Lying under oath explicitly breaks the commandment given in Exodus 20:16: "You shall not bear false witness against your neighbor." False witnesses appeared at Jesus' trials and brought untrue accusations against Him (Matthew 26:59–61). Judas, who betrayed Jesus, thought it was good to do something similar by helping Jesus' enemies falsely accuse Him. He agreed to betray Christ for thirty pieces of silver. However, what he "devoured" so readily at first left a bitter taste. In the end, Judas threw the thirty pieces of silver into the temple, departed, and hanged himself (Matthew 27:3–6).
Verse Context:
Proverbs 19:22–29 continues to dispense wisdom, with a focus on integrity, the fear of the Lord, laziness, the value of discipline, the shame of unruly children, the sin of lying, and the inevitable punishment that comes with foolishness.
Chapter Summary:
Several themes are associated with these statements.
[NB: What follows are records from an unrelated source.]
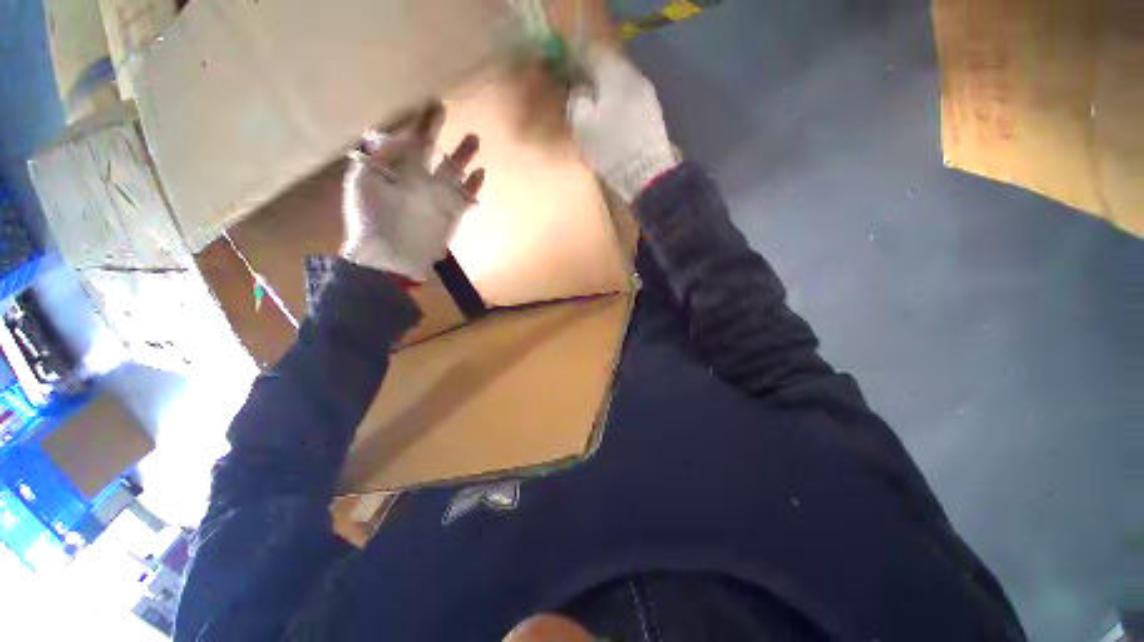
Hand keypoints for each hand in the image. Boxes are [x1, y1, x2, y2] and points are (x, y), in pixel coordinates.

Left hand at [341, 103, 484, 280]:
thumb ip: (381, 155)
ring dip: (464, 155)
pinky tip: (481, 173)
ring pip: (454, 171)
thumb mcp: (364, 180)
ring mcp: (437, 197)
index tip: (429, 105)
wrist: (391, 257)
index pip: (409, 140)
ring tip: (474, 138)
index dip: (419, 122)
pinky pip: (466, 197)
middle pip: (432, 150)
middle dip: (439, 131)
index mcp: (395, 169)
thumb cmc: (371, 219)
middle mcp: (418, 179)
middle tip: (446, 109)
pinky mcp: (452, 214)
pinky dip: (474, 186)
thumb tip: (402, 135)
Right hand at [567, 46, 678, 201]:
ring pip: (619, 84)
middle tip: (575, 89)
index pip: (592, 51)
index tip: (563, 66)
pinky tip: (609, 120)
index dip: (575, 56)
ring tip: (591, 108)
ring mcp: (647, 96)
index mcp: (615, 73)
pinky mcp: (652, 115)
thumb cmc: (611, 149)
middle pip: (608, 66)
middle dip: (591, 75)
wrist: (647, 174)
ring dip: (604, 92)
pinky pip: (628, 100)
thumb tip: (578, 92)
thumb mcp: (583, 126)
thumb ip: (576, 102)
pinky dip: (615, 104)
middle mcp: (634, 77)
Among them are the idea that personal integrity is worth much more than earthly wealth or success. Solomon discusses the unfortunate habit of favoring the rich and dismissing the poor, while commending those who care for the unfortunate. Many references are made to the consequences of foolish behavior, including the shame and punishment such things can bring.
Chapter Context:
This series of proverbs is part of Solomon's writing on wisdom (Proverbs 10:1), a long chain continuing into chapter 22. As do other segments, this speaks on the harsh realities of poverty, the need for integrity, the dangers of laziness, the value of loving discipline, and the consequences of acting foolishly.
Book Summary:
Proverbs is best understood in context with the books of Ecclesiastes and Job. In Proverbs, “wisdom” is given in short, simple, general terms. Ecclesiastes represents wisdom based on observation and experience. This often shows how the general principles of the book of Proverbs don’t apply in absolutely every circumstance. Job represents wisdom based on the experience of suffering and injustice. All three come to the conclusion that God does indeed know best, and the most sensible course of action is to follow His will.